AJCC stage-stratified Cox proportional hazards regression model with a robust variance estimator for evaluating the risk of death among patients with colon adenocarcinoma who received adjuvant oral or intravenous fluoropyrimidine chemotherapy.
High-risk stage IIB-IIC | Stage III | ||||||
---|---|---|---|---|---|---|---|
Adjuvant Treatment | aHR* | 95% CI | P value | Adjuvant Treatment | aHR* | 95% CI | P value |
IV fluoropyrimidines | 1.00 | IV fluoropyrimidines | 1.00 | ||||
Oral fluoropyrimidines | 1.29 | 1.04-1.60 | .0198 | Oral fluoropyrimidines | 1.37 | 1.19-1.57 | <.0001 |
*All the aforementioned variables in Table 2 were used in the multivariate analysis. aHR, adjusted hazard ratio.
Age-stratified Cox proportional hazards regression model with a robust variance estimator for evaluating the risk of death among patients with colon adenocarcinoma who received adjuvant oral or intravenous fluoropyrimidine chemotherapy.
≤60 years old | >60 years old | ||||||
---|---|---|---|---|---|---|---|
Adjuvant Treatment | aHR* | 95% CI | P value | Adjuvant Treatment | aHR* | 95% CI | P value |
IV fluoropyrimidines | 1.00 | IV fluoropyrimidines | 1.00 | ||||
Oral fluoropyrimidines | 1.06 | 0.83-1.37 | .6358 | Oral fluoropyrimidines | 1.45 | 1.28-1.65 | <.0001 |
*All the aforementioned variables in Table 2 were used in the multivariate analysis. aHR, adjusted hazard ratio.
Sex-stratified Cox proportional hazards regression model with a robust variance estimator for evaluating the risk of death among patients with colon adenocarcinoma who received adjuvant oral or intravenous fluoropyrimidine chemotherapy.
Male | Female | ||||||
---|---|---|---|---|---|---|---|
Adjuvant Treatment | aHR* | 95%CI | P value | Adjuvant Treatment | aHR* | 95%CI | P value |
IV fluoropyrimidines | 1.00 | IV fluoropyrimidines | 1.00 | ||||
Oral fluoropyrimidines | 1.44 | 1.24-1.68 | <.0001 | Oral fluoropyrimidines | 1.18 | 0.97-1.42 | .0933 |
*All the aforementioned variables in Table 2 were used in the multivariate analysis. aHR, adjusted hazard ratio.
Tumor location-stratified Cox proportional hazards regression model with a robust variance estimator for evaluating the risk of death among patients with colon adenocarcinoma who received adjuvant oral or intravenous fluoropyrimidine chemotherapy.

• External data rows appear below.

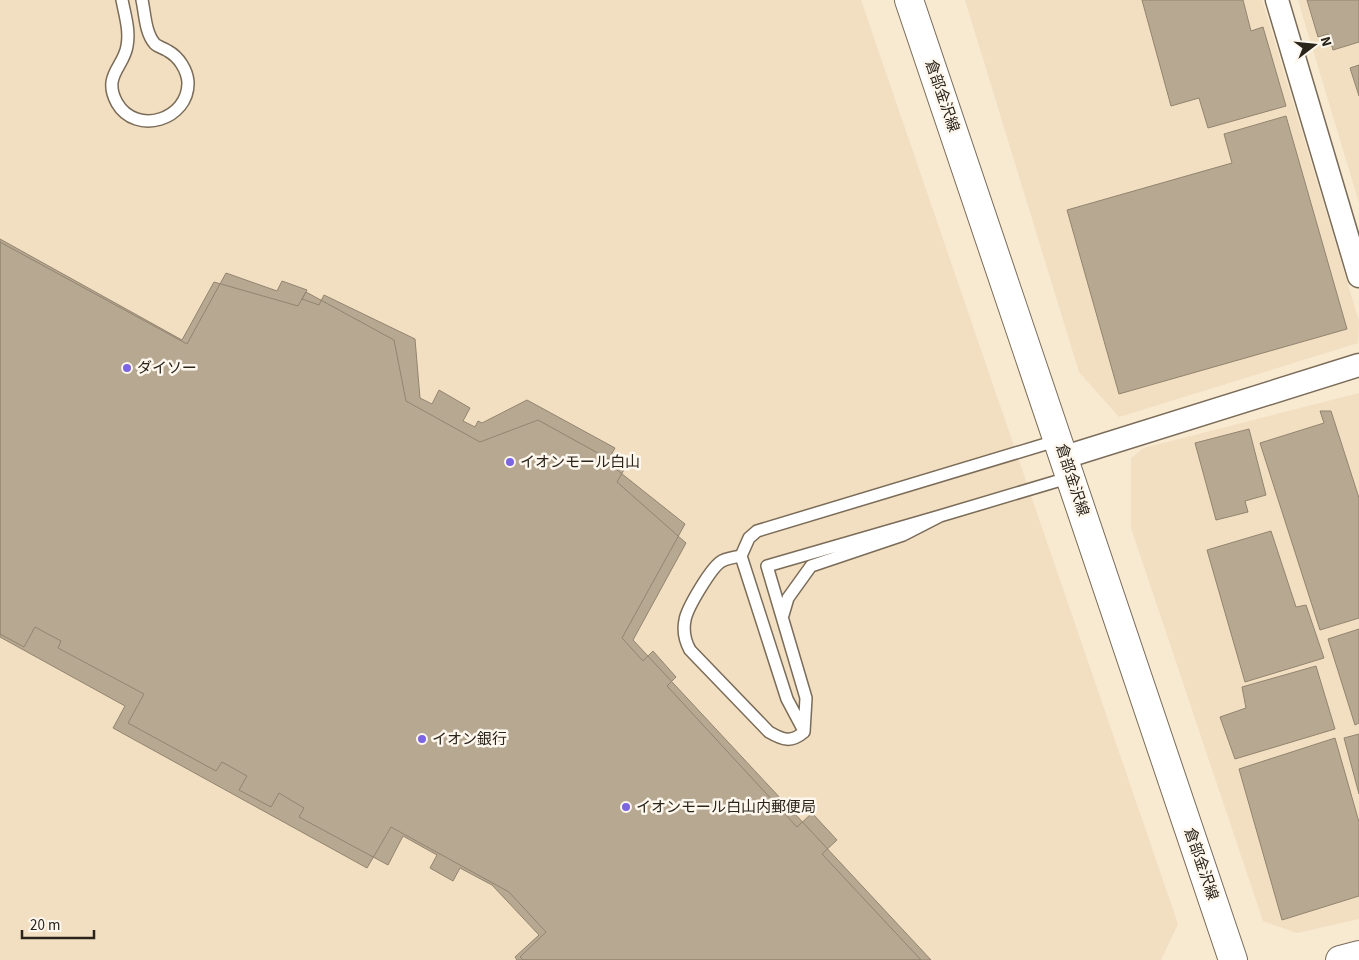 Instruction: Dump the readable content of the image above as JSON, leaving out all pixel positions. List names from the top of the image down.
{
  "streets": {
    "main road": ["倉部金沢線"]
  },
  "places": [
    "ダイソー",
    "イオンモール白山",
    "イオン銀行",
    "イオンモール白山内郵便局"
  ],
  "scale_bar": "20 m",
  "north": "right"
}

Left | Transverse | Right | |||||||||
---|---|---|---|---|---|---|---|---|---|---|---|
Adjuvant Treatment | aHR* | 95% CI | P value | Adjuvant Treatment | aHR* | 95% CI | P value | Adjuvant Treatment | aHR* | 95% CI | P value |
IV fluoropyrimidines | 1.00 | IV fluoropyrimidines | 1.00 | IV fluoropyrimidines | 1.00 | ||||||
Oral fluoropyrimidines | 1.35 | 1.13-1.60 | .0007 | Oral fluoropyrimidines | 1.29 | 0.62-2.71 | .4932 | Oral fluoropyrimidines | 1.34 | 1.14-1.59 | .0006 |
*All the aforementioned variables in Table 2 were used in the multivariate analysis. aHR, adjusted hazard ratio.

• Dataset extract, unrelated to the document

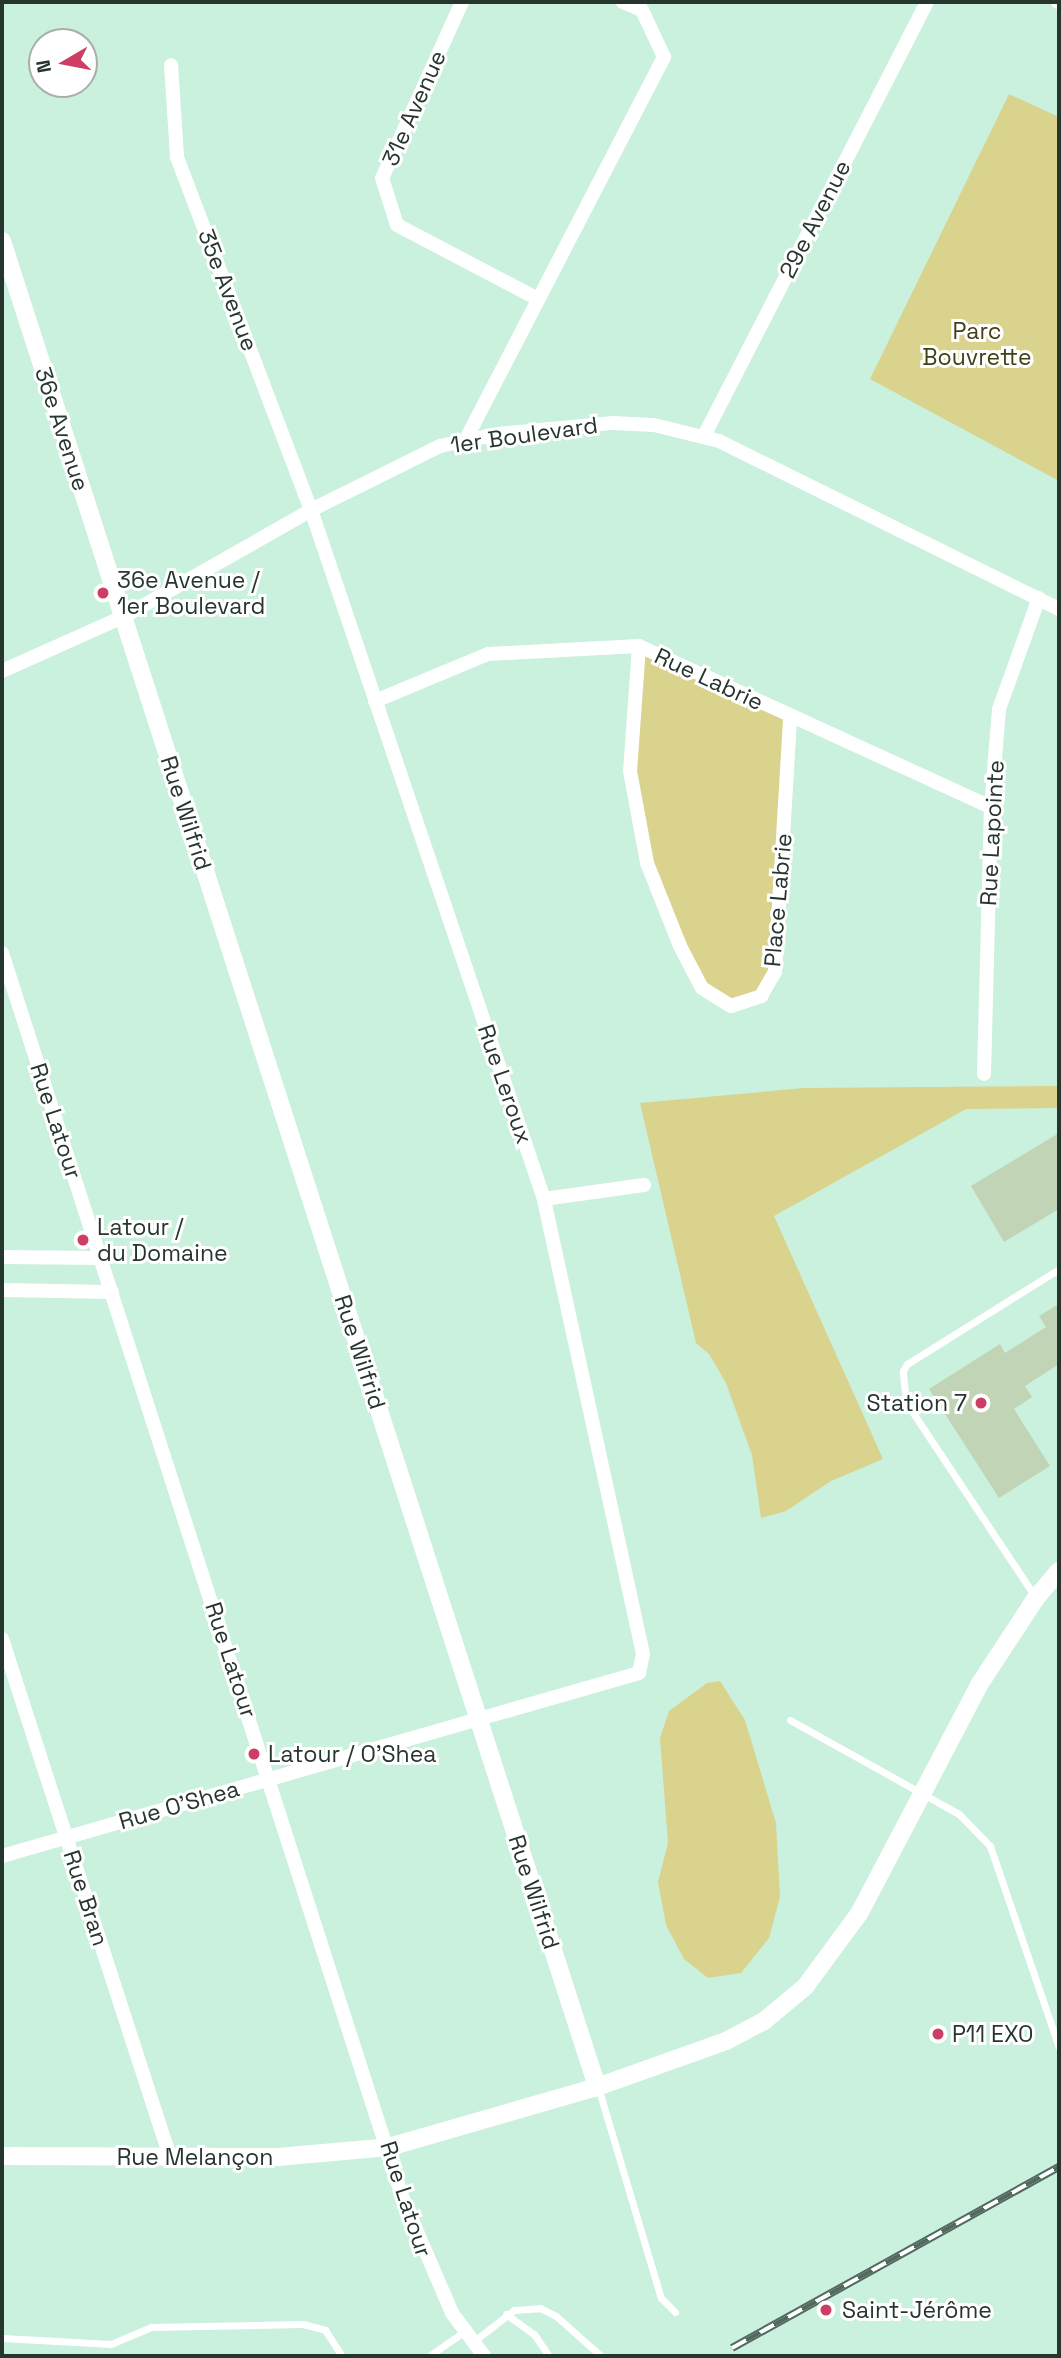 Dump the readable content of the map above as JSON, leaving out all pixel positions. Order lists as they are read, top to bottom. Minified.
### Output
{"streets":{"street":["31e Avenue","29e Avenue","35e Avenue","36e Avenue","1er Boulevard","Rue Labrie","Rue Wilfrid","Rue Lapointe","Place Labrie","Rue Leroux","Rue Latour","Rue O'Shea","Rue Bran","Rue Melançon"]},"crossings":[["29e Avenue","1er Boulevard"],["35e Avenue","1er Boulevard"],["35e Avenue","Rue Leroux"],["36e Avenue","1er Boulevard"],["36e Avenue","Rue Wilfrid"],["1er Boulevard","Rue Wilfrid"],["1er Boulevard","Rue Lapointe"],["1er Boulevard","Rue Leroux"],["Rue Labrie","Rue Lapointe"],["Rue Labrie","Place Labrie"],["Rue Labrie","Rue Leroux"],["Rue Wilfrid","Rue O'Shea"],["Rue Wilfrid","Rue Melançon"],["Rue Leroux","Rue O'Shea"],["Rue Latour","Rue O'Shea"],["Rue Latour","Rue Melançon"],["Rue O'Shea","Rue Bran"],["Rue Bran","Rue Melançon"]],"parks":["Parc Bouvrette"],"places":["36e Avenue / 1er Boulevard","Latour / du Domaine","Station 7","Latour / O'Shea","P11 EXO","Saint-Jérôme"],"north":"left"}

The cumulative incidence of death was estimated using the Cox proportional hazards model with PS matching and a robust variance estimator in the oral and IV groups and stratified by pathologic stage, tumor location, sex, and age. The results indicated that IV fluoropyrimidine is better than oral fluoropyrimidine as adjuvant chemotherapy irrespective of pathologic stage and tumor location (Tables 3 and 6). However, for female patients or patients < 60 years old, no significant difference was observed between the 2 groups (Tables 4 and 5).

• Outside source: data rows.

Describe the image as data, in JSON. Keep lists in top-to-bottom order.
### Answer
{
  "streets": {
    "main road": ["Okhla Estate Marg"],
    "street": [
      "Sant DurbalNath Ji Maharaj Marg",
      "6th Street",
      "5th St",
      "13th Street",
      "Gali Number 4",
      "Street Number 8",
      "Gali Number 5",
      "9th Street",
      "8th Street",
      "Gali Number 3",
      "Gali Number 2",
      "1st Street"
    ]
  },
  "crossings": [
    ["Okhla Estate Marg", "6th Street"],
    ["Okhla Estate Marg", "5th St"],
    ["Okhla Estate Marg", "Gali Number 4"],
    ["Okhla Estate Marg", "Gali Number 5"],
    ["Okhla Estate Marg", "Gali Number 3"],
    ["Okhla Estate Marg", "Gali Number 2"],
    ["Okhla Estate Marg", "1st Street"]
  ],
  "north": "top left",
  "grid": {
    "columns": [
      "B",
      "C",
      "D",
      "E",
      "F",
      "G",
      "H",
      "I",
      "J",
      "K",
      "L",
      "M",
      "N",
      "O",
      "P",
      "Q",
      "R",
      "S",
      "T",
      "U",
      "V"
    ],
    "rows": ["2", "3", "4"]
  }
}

The OS estimates obtained using the Kaplan-Meier method were employed to analyze the risk of death associated with the adjuvant oral or IV regimens (Supplemental Figures 1-3). The 5-year OS rates were 83.44% and 76.75% in the IV and oral groups, respectively (log-rank P < 0.0001; Supplemental Figure 1). The survival rate of patients with high-risk stage II colon adenocarcinoma in the IV group was superior to that in the oral group (log-rank P = 0.0602; Supplemental Figure 2). The 5-year OS rates at high-risk stage II were 90.01% and 84.35% in the IV and oral groups, respectively (Supplemental Figure 2). The survival rate of patients with stage III colon adenocarcinoma in the IV group was superior to that in the oral group (log-rank P < 0.0001; Supplemental Figure 3). The 5-year OS rates at stage III were 77.35% and 69.88% in the IV and oral groups, respectively (Supplemental Figure 3). According to our data and sample size with significance level of 0.05, the power of comparing adjuvant IV form chemotherapy group and adjuvant oral form chemotherapy group is 94%. If we consider the multiple testing and change the significance level to 0.0053, the power of comparing adjuvant IV form chemotherapy group and adjuvant oral form chemotherapy group is 99%. Therefore, the power is available given the current sample size.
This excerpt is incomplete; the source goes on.